Wake-up sex: It was Audrey Tautou who took me to Spanish Apartment. I will write another post on this wonderful actress on some other day, much have to be told. Spanish Apartment, a 2002 French movie originally titled L’auberge espagnole chronicled around a bunch of college students staying together at an apartment. Wasn’t a great a movie but had that French touch to it. I remember one scene from that movie. Romain Duris, Tautou’s boyfriend is driving with his mother. They are going to see mother’s new boyfriend. Mother is old, old as in old as sixty. But she is tensed as to whether her son would like her choice and vice verca. With expressions with the most subtle coding, emphasizing the futility of the whole exercise, she says, “I have heard that Rhinoceros choose their partner and stay with that partner for the rest of their life”.

That was bit of a side track.

Spanish Apartment was huge success. It minted money in Europe and was a smash hit in other parts of the globe too. While in Australia I saw this movie at Nova on a Monday afternoon for five dollars. I know that I am going to step into another side track here, but can’t resist this. Don’t bother about Spanish Apartment but watch The Apartment (L’appartement) a 1996 French movie with Monica Bellucci, Vincent Cassel, and Romane Bohringer. This was later remade into Hollywood as ‘Wicker Park’ in 2004, avoid that.

Back to where we started. Following the huge success the producers including the director teamed up to make a sequel in 2005, Russian Dolls (Les poupees russes). Interestingly, I saw this in Australia too. As I didn’t watch first two episodes of Lord of the Rings in Australia this movie is part of my ‘history’ in Australia. As said earlier Spanish Apartment wasn’t a great movie and so was Russian Dolls. But, not boring at all.
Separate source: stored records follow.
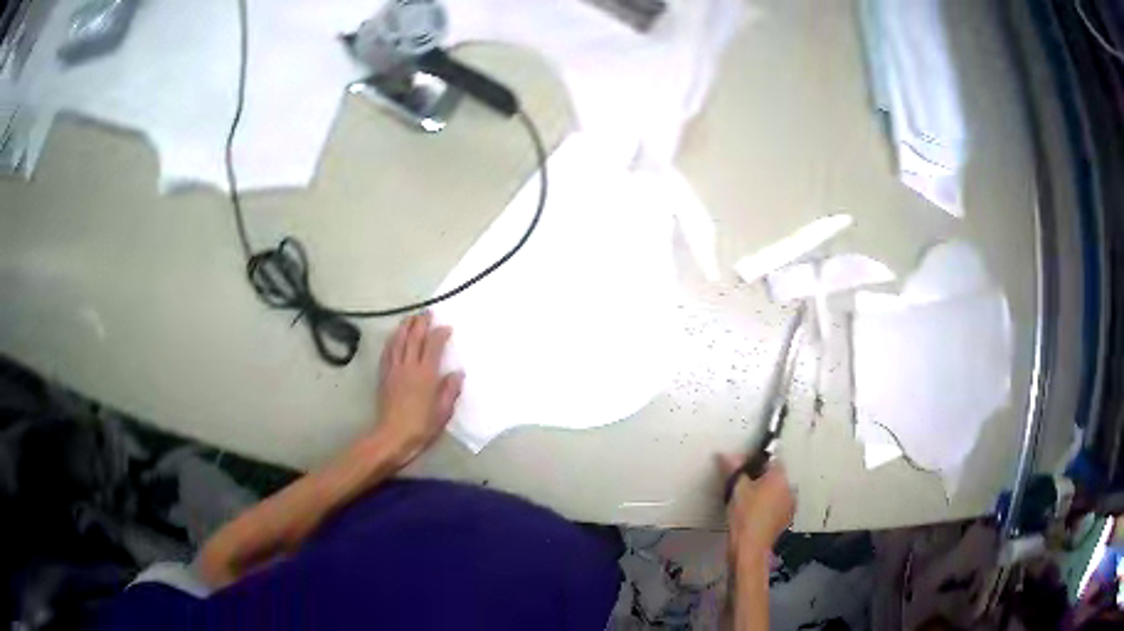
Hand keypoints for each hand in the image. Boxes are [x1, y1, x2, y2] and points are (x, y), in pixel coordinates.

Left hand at [375, 312, 464, 464]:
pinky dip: (392, 341)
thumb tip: (457, 373)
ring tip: (410, 318)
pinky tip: (394, 337)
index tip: (447, 328)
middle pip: (414, 337)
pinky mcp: (384, 376)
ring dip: (405, 327)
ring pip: (398, 341)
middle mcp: (409, 367)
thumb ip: (450, 390)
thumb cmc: (422, 427)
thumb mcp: (443, 412)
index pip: (433, 346)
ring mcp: (394, 370)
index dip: (440, 334)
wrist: (392, 437)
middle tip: (427, 313)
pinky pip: (388, 352)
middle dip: (421, 323)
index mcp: (426, 374)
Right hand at [717, 455, 794, 557]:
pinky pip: (779, 504)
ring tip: (749, 501)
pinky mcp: (787, 518)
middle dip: (761, 477)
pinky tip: (756, 514)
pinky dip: (770, 505)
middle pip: (776, 475)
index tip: (743, 469)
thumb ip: (733, 468)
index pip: (772, 458)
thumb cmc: (744, 516)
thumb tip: (727, 454)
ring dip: (767, 491)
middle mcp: (790, 487)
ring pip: (778, 490)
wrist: (750, 548)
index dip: (756, 461)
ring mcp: (791, 504)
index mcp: (780, 476)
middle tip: (743, 485)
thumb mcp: (736, 489)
There were two exceptional scenes in this movie. Kevin Bishop an English guy falls in love with a Russian ballet dancer and that triggers a reunion of the flat mates in Russia. They are there for the marriage. To introduce his girl friend Kevin takes the flat mates to an opera house (or where the ballet is played). She isn’t the lead actress; she is just a dancer among the ten other dancers. The friends sitting in the balcony can’t really make out her and to their amusement Kevin says, “can’t you cognize her, she is the second from last and don’t you think she is beautiful”. Well, you need to see it.
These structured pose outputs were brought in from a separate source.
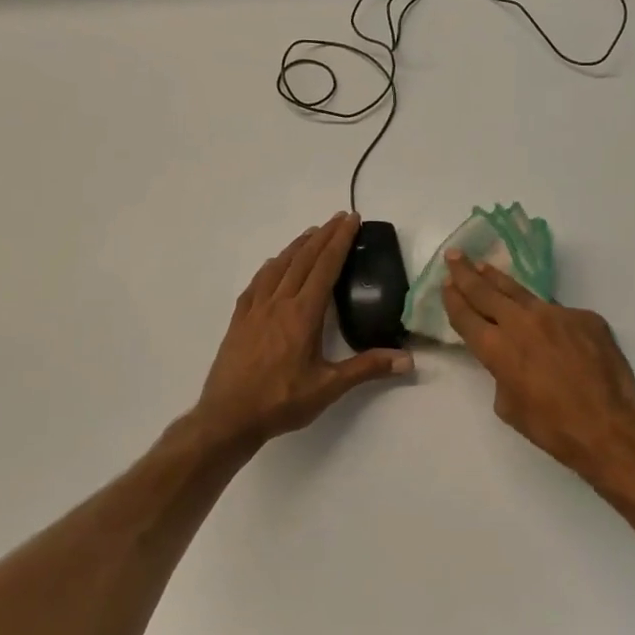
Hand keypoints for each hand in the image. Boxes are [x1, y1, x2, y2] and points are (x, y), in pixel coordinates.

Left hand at [192, 213, 412, 450]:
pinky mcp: (239, 320)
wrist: (227, 418)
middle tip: (339, 217)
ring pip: (278, 267)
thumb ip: (367, 368)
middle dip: (323, 235)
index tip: (351, 220)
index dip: (340, 241)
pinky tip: (273, 265)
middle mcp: (279, 303)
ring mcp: (255, 309)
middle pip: (303, 259)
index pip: (325, 267)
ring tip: (311, 233)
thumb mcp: (328, 387)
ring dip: (297, 246)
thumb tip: (407, 359)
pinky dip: (270, 267)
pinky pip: (257, 283)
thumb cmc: (281, 402)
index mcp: (303, 314)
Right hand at [442, 252, 634, 485]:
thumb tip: (512, 360)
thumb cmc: (553, 427)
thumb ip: (502, 374)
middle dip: (467, 273)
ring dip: (499, 280)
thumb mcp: (509, 406)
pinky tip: (550, 327)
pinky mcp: (586, 317)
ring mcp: (557, 314)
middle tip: (455, 256)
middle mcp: (522, 322)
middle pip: (487, 292)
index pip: (466, 316)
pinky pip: (560, 313)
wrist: (609, 426)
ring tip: (485, 266)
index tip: (446, 284)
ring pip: (521, 292)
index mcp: (498, 348)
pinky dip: (548, 317)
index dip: (453, 299)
At the end, we are on to the point.

I don’t want to say all the story but the point is Romain Duris ends up having a relation ship with Kelly Reilly and there you get to see the best wake-up sex scene in a movie. French and English in bed, the camera movement and Kelly Reilly’s dialogue at the end. I will leave it there for your judgment.
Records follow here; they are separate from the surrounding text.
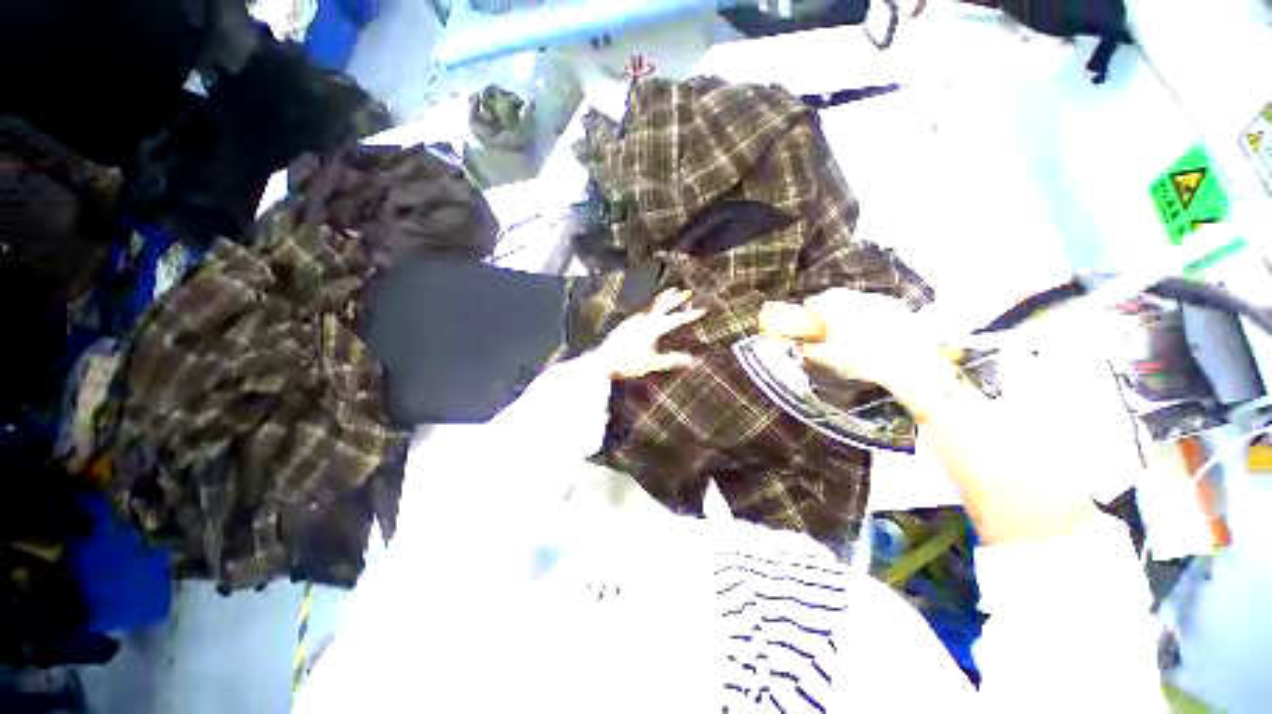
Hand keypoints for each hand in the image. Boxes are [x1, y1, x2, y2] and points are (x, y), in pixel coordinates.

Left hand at [596, 288, 705, 379]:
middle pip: (664, 306)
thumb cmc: (628, 363)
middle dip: (676, 299)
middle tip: (687, 292)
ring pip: (653, 305)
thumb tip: (692, 360)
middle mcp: (645, 319)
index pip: (676, 319)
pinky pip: (645, 309)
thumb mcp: (652, 363)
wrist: (603, 361)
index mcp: (653, 328)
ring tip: (671, 291)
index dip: (690, 315)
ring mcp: (635, 319)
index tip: (703, 309)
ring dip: (664, 298)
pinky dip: (653, 304)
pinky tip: (652, 307)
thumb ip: (672, 360)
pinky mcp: (628, 322)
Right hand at [759, 289, 948, 413]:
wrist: (908, 364)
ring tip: (851, 331)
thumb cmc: (862, 360)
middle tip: (827, 328)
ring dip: (848, 309)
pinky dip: (869, 314)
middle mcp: (853, 297)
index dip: (807, 314)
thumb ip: (808, 350)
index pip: (811, 302)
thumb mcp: (828, 358)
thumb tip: (797, 346)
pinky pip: (875, 305)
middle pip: (832, 296)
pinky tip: (874, 332)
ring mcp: (876, 299)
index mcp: (833, 307)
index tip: (808, 326)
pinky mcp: (896, 305)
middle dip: (827, 309)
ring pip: (854, 299)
Make-up sex: I hate being a champion of elucidation. However, to make sure that we all are on the same boat, the said phrase refers to that ‘catching up’ thing over the week end. Make-up not as in facial but as in make-up your loss. Only a Brit woman could bring that sarcasm into it .

So where do I stand?

Well, I slept. I finished a vodka (Danzka, produce of Holland, cranberry flavour with chilled cranberry juice and slice of lime shaken) with few friends and ate the biriyani that I made and slept. Then I woke up and had few Passport scotch with lemonade (don’t ask me on the combination, I just hate soft drinks) and slept again. And I dreamed about suicide. Today I am extremely happy and doing great, but I just wanted to tell you that I dreamed suicide this weekend.